I come from a sturdy lot of people.
People not afraid of who they are, or where they have been.
Not wealthy people, by any standard, but hard working folks.
Some would call them "hillbillies", some would call them the "salt of the earth". Me? I simply call them mine. I began looking with very little to go on. I knew my great grandparent's names on my father's side and it turned out they were only nicknames...as was the case, often, in rural areas. Names were used and handed down generation after generation until they became more of an endearment than the original name. This searching has become my passion. I am addicted to finding more information about them, who they really were; how they lived, how they loved, and how they died. The search to know them has been a rewarding one.
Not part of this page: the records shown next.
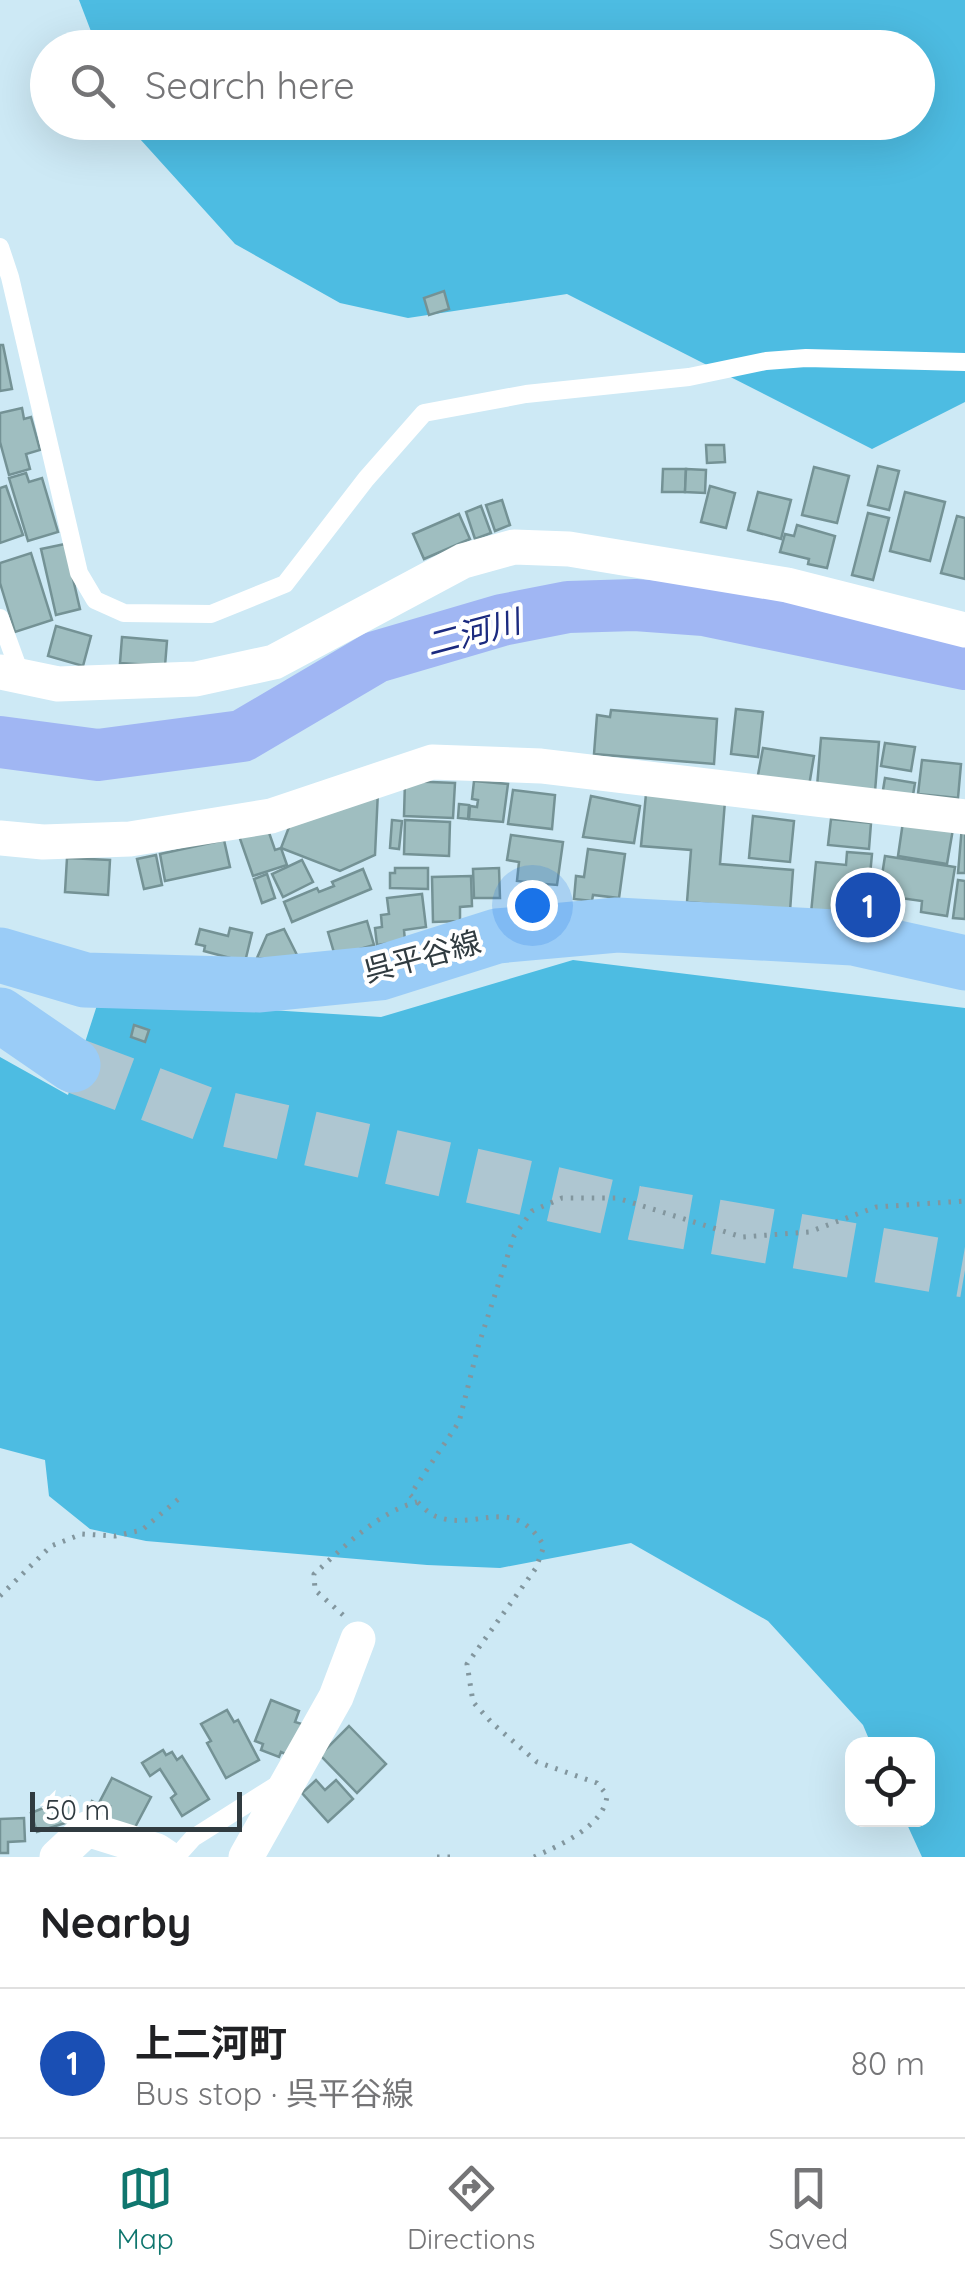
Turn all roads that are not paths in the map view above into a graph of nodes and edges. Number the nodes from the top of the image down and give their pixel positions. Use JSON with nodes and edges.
{"nodes":[{"id":1,"x":0,"y":247,"type":"edge"},
{"id":2,"x":965,"y":362,"type":"edge"},
{"id":3,"x":0,"y":618,"type":"edge"},
{"id":4,"x":965,"y":630,"type":"edge"},
{"id":5,"x":11,"y":674,"type":"edge"},
{"id":6,"x":965,"y":816,"type":"edge"},
{"id":7,"x":0,"y":838,"type":"edge"},
{"id":8,"x":0,"y":955,"type":"edge"},
{"id":9,"x":965,"y":962,"type":"edge"},
{"id":10,"x":0,"y":1015,"type":"edge"},
{"id":11,"x":73,"y":1065,"type":"tunnel mouth"},
{"id":12,"x":358,"y":1639,"type":"road end"},
{"id":13,"x":294,"y":1773,"type":"junction"},
{"id":14,"x":57,"y":1857,"type":"edge"},
{"id":15,"x":166,"y":1857,"type":"edge"},
{"id":16,"x":176,"y":1857,"type":"edge"},
{"id":17,"x":246,"y":1857,"type":"edge"}],
"edges":[{"from":1,"to":2,"type":"lane"},
{"from":3,"to":5,"type":"lane"},
{"from":4,"to":5,"type":"street"},
{"from":6,"to":7,"type":"street"},
{"from":8,"to":9,"type":"main road","name":"呉平谷線"},
{"from":10,"to":11,"type":"main road"},
{"from":12,"to":13,"type":"street"},
{"from":13,"to":16,"type":"lane"},
{"from":13,"to":17,"type":"street"},
{"from":14,"to":15,"type":"street"}]}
My search seems to be smiled on by the angels, because I have found whatever I was searching for, fairly easily.
Angels or not, I'd like to think that I am being smiled down on.
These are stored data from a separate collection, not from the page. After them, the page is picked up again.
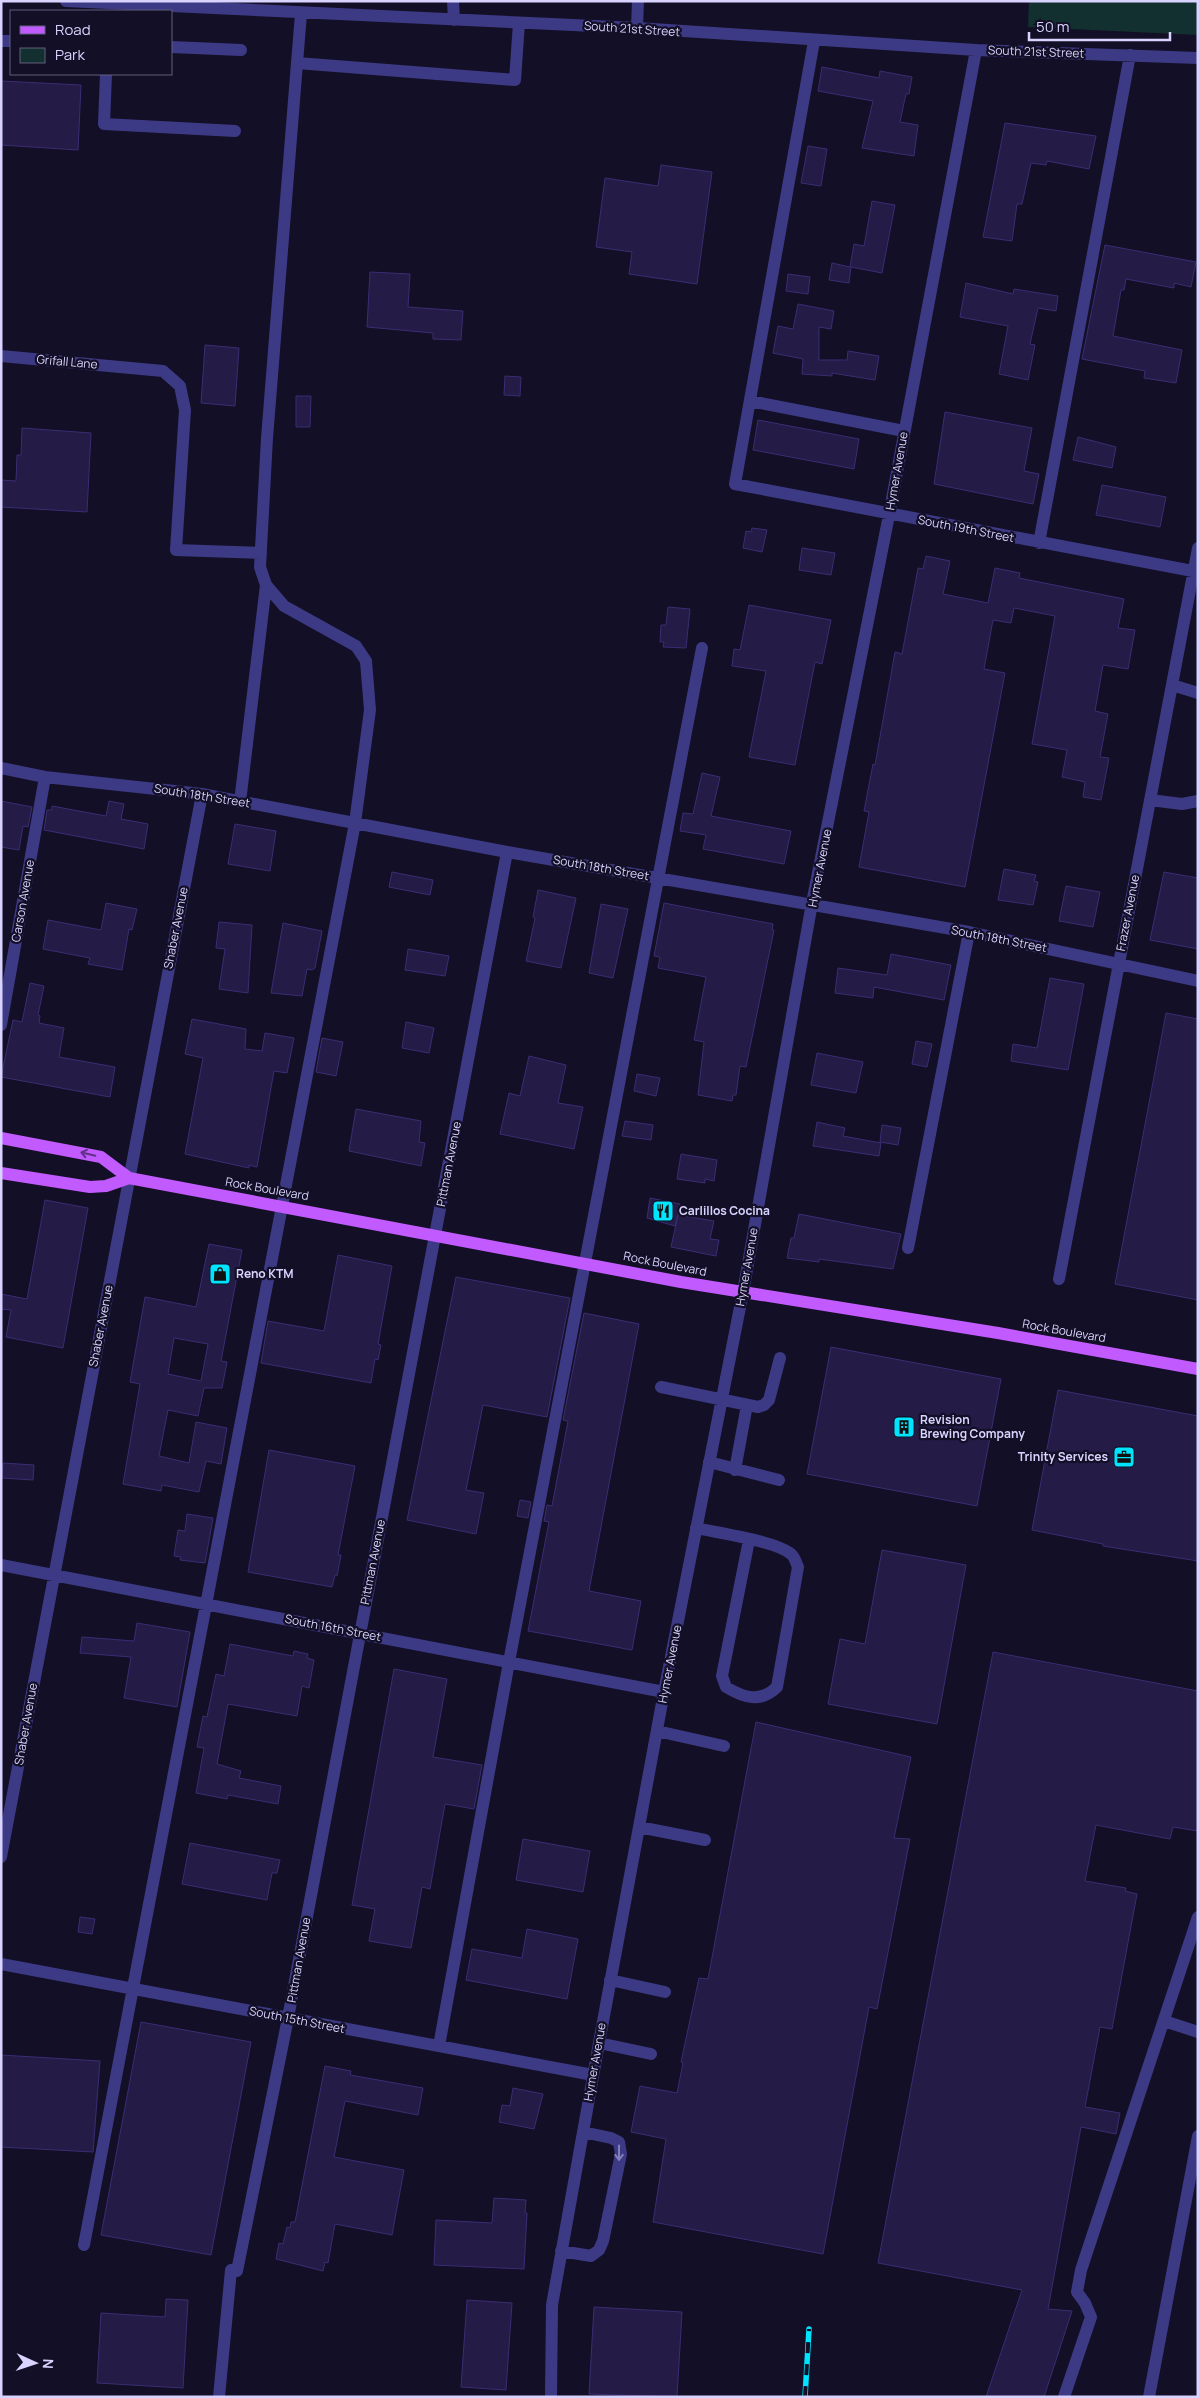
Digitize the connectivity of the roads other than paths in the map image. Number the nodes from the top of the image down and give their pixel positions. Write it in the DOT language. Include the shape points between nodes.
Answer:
graph roads {
  1 [pos="66,1"];
  2 [pos="453,1"];
  3 [pos="638,1"];
  4 [pos="148,4"];
  5 [pos="109,7"];
  6 [pos="301,14"];
  7 [pos="454,20"];
  8 [pos="519,23"];
  9 [pos="636,28"];
  10 [pos="814,41"];
  11 [pos="172,47"];
  12 [pos="241,50"];
  13 [pos="976,50"];
  14 [pos="1130,55"];
  15 [pos="1198,58"];
  16 [pos="297,63"];
  17 [pos="106,75"];
  18 [pos="236,131"];
  19 [pos="1,356"];
  20 [pos="750,401"];
  21 [pos="904,431"];
  22 [pos="889,515"];
  23 [pos="1039,543"];
  24 [pos="1198,548"];
  25 [pos="261,553"];
  26 [pos="1196,572"];
  27 [pos="266,584"];
  28 [pos="702,648"];
  29 [pos="1172,686"];
  30 [pos="1198,693"];
  31 [pos="1,768"];
  32 [pos="45,777"];
  33 [pos="202,794"];
  34 [pos="1150,800"];
  35 [pos="1198,801"];
  36 [pos="240,802"];
  37 [pos="355,823"];
  38 [pos="507,852"];
  39 [pos="660,877"];
  40 [pos="812,904"];
  41 [pos="969,932"];
  42 [pos="1118,963"];
  43 [pos="1198,981"];
  44 [pos="1,1025"];
  45 [pos="1,1138"];
  46 [pos="1,1173"];
  47 [pos="129,1178"];
  48 [pos="282,1206"];
  49 [pos="436,1234"];
  50 [pos="908,1248"];
  51 [pos="586,1263"];
  52 [pos="1059,1279"];
  53 [pos="743,1292"];
  54 [pos="780,1358"];
  55 [pos="1198,1369"];
  56 [pos="661,1387"];
  57 [pos="722,1399"];
  58 [pos="747,1405"];
  59 [pos="709,1462"];
  60 [pos="736,1470"];
  61 [pos="779,1480"];
  62 [pos="696,1528"];
  63 [pos="748,1540"];
  64 [pos="1,1564"];
  65 [pos="53,1575"];
  66 [pos="207,1604"];
  67 [pos="359,1634"];
  68 [pos="509,1662"];
  69 [pos="664,1692"];
  70 [pos="657,1731"];
  71 [pos="724,1746"];
  72 [pos="639,1827"];
  73 [pos="705,1840"];
  74 [pos="1,1857"];
  75 [pos="1198,1917"];
  76 [pos="1,1964"];
  77 [pos="610,1980"];
  78 [pos="133,1989"];
  79 [pos="665,1992"];
  80 [pos="288,2018"];
  81 [pos="1164,2021"];
  82 [pos="1198,2032"];
  83 [pos="599,2043"];
  84 [pos="439,2046"];
  85 [pos="651,2054"];
  86 [pos="593,2075"];
  87 [pos="583,2132"];
  88 [pos="1198,2136"];
  89 [pos="84,2245"];
  90 [pos="561,2251"];
  91 [pos="219,2397"];
  92 [pos="550,2397"];
  93 [pos="1064,2397"];
  94 [pos="1149,2397"];
  1 -- 5 [label="street, South 21st Street"];
  2 -- 7 [label="street"];
  3 -- 9 [label="street"];
  4 -- 5 [label="street, South 21st Street"];
  4 -- 6 [label="street, South 21st Street"];
  6 -- 7 [label="street, South 21st Street"];
  6 -- 16 [label="street"];
  7 -- 8 [label="street, South 21st Street"];
  8 -- 9 [label="street, South 21st Street"];
  8 -- 16 [label="street" via="515,80"];
  9 -- 10 [label="street, South 21st Street"];
  10 -- 13 [label="street, South 21st Street"];
  10 -- 20 [label="street"];
  11 -- 12 [label="street"];
  13 -- 14 [label="street, South 21st Street"];
  13 -- 21 [label="street, Hymer Avenue"];
  14 -- 15 [label="street, South 21st Street"];
  14 -- 23 [label="street"];
  16 -- 25 [label="street"];
  17 -- 18 [label="street" via="104,124"];
  19 -- 25 [label="street, Grifall Lane" via="163,371 180,386 185,410 176,550"];
  20 -- 21 [label="street"];
  20 -- 22 [label="street, South 19th Street" via="734,484"];
  21 -- 22 [label="street, Hymer Avenue"];
  22 -- 23 [label="street, South 19th Street"];
  22 -- 40 [label="street, Hymer Avenue"];
  23 -- 26 [label="street, South 19th Street"];
  24 -- 26 [label="street, Frazer Avenue"];
  25 -- 27 [label="street" via="260,567"];
  26 -- 29 [label="street, Frazer Avenue"];
  27 -- 36 [label="street"];
  27 -- 37 [label="street" via="284,606 356,646 366,661 370,710"];
  28 -- 39 [label="street"];
  29 -- 30 [label="street"];
  29 -- 34 [label="street, Frazer Avenue"];
  31 -- 32 [label="street, South 18th Street"];
  32 -- 33 [label="street, South 18th Street"];
  32 -- 44 [label="street, Carson Avenue"];
  33 -- 36 [label="street, South 18th Street"];
  33 -- 47 [label="street, Shaber Avenue"];
  34 -- 35 [label="street" via="1182,804"];
  34 -- 42 [label="street, Frazer Avenue"];
  36 -- 37 [label="street, South 18th Street"];
  37 -- 38 [label="street, South 18th Street"];
  37 -- 48 [label="street"];
  38 -- 39 [label="street, South 18th Street"];
  38 -- 49 [label="street, Pittman Avenue"];
  39 -- 40 [label="street, South 18th Street"];
  39 -- 51 [label="street"];
  40 -- 41 [label="street, South 18th Street"];
  40 -- 53 [label="street, Hymer Avenue"];
  41 -- 42 [label="street, South 18th Street"];
  41 -- 50 [label="street"];
  42 -- 43 [label="street, South 18th Street"];
  42 -- 52 [label="street, Frazer Avenue"];
  47 -- 45 [label="main road, Rock Boulevard, one-way" via="101,1157"];
  46 -- 47 [label="main road, Rock Boulevard" via="90,1187 106,1186"];
  47 -- 48 [label="main road, Rock Boulevard"];
  47 -- 65 [label="street, Shaber Avenue"];
  48 -- 49 [label="main road, Rock Boulevard"];
  48 -- 66 [label="street"];
  49 -- 51 [label="main road, Rock Boulevard"];
  49 -- 67 [label="street, Pittman Avenue"];
  51 -- 53 [label="main road, Rock Boulevard"];
  51 -- 68 [label="street"];
  53 -- 55 [label="main road, Rock Boulevard"];
  53 -- 57 [label="street, Hymer Avenue"];
  54 -- 58 [label="street" via="769,1400 764,1406"];
  56 -- 57 [label="street"];
  57 -- 58 [label="street"];
  57 -- 59 [label="street, Hymer Avenue"];
  58 -- 60 [label="street"];
  59 -- 60 [label="street"];
  59 -- 62 [label="street, Hymer Avenue"];
  60 -- 61 [label="street"];
  62 -- 63 [label="street"];
  62 -- 69 [label="street, Hymer Avenue"];
  63 -- 63 [label="street" via="783,1548 793,1555 798,1567 777,1687 768,1695 756,1698 726,1687 722,1676"];
  64 -- 65 [label="street, South 16th Street"];
  65 -- 66 [label="street, South 16th Street"];
  65 -- 74 [label="street, Shaber Avenue"];
  66 -- 67 [label="street, South 16th Street"];
  66 -- 78 [label="street"];
  67 -- 68 [label="street, South 16th Street"];
  67 -- 80 [label="street, Pittman Avenue"];
  68 -- 69 [label="street, South 16th Street"];
  68 -- 84 [label="street"];
  69 -- 70 [label="street, Hymer Avenue"];
  70 -- 71 [label="street"];
  70 -- 72 [label="street, Hymer Avenue"];
  72 -- 73 [label="street"];
  72 -- 77 [label="street, Hymer Avenue"];
  75 -- 81 [label="street"];
  76 -- 78 [label="street, South 15th Street"];
  77 -- 79 [label="street"];
  77 -- 83 [label="street, Hymer Avenue"];
  78 -- 80 [label="street, South 15th Street"];
  78 -- 89 [label="street"];
  80 -- 84 [label="street, South 15th Street"];
  80 -- 91 [label="street, Pittman Avenue" via="237,2271 231,2270"];
  81 -- 82 [label="street"];
  81 -- 93 [label="street" via="1081,2270 1077,2292 1091,2317"];
  83 -- 85 [label="street"];
  83 -- 86 [label="street, Hymer Avenue"];
  84 -- 86 [label="street, South 15th Street"];
  86 -- 87 [label="street, Hymer Avenue"];
  87 -- 90 [label="street, Hymer Avenue"];
  87 -- 90 [label="street, one-way" via="619,2142 621,2154 599,2250 591,2256"];
  88 -- 94 [label="street"];
  90 -- 92 [label="street, Hymer Avenue" via="552,2305"];
}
Every one of those that have come before me, have left a tiny speck of themselves in me.
I want to know each and every one. Maybe I will find a little more of myself along the way....
I cannot begin to tell you what it has meant to me, to stand at the grave of my fourth , fifth, and sixth great-grand parents. Imagine!
To know they have walked that very same path before. To run my fingers through the grooves that the engraver made, forever etching their names in the stone.
I wonder sometimes if I am alone as I visit, or is there a whisper of them in the rustle of the leaves in the trees?
Go ahead, call me a romantic sap. I thrill to the hunt. And the finding, well that is just the icing on the cake. It leaves me with a big smile and a tad emotional. This is who I am, who I came from, and without them, I would not be here. For that, I am more than grateful.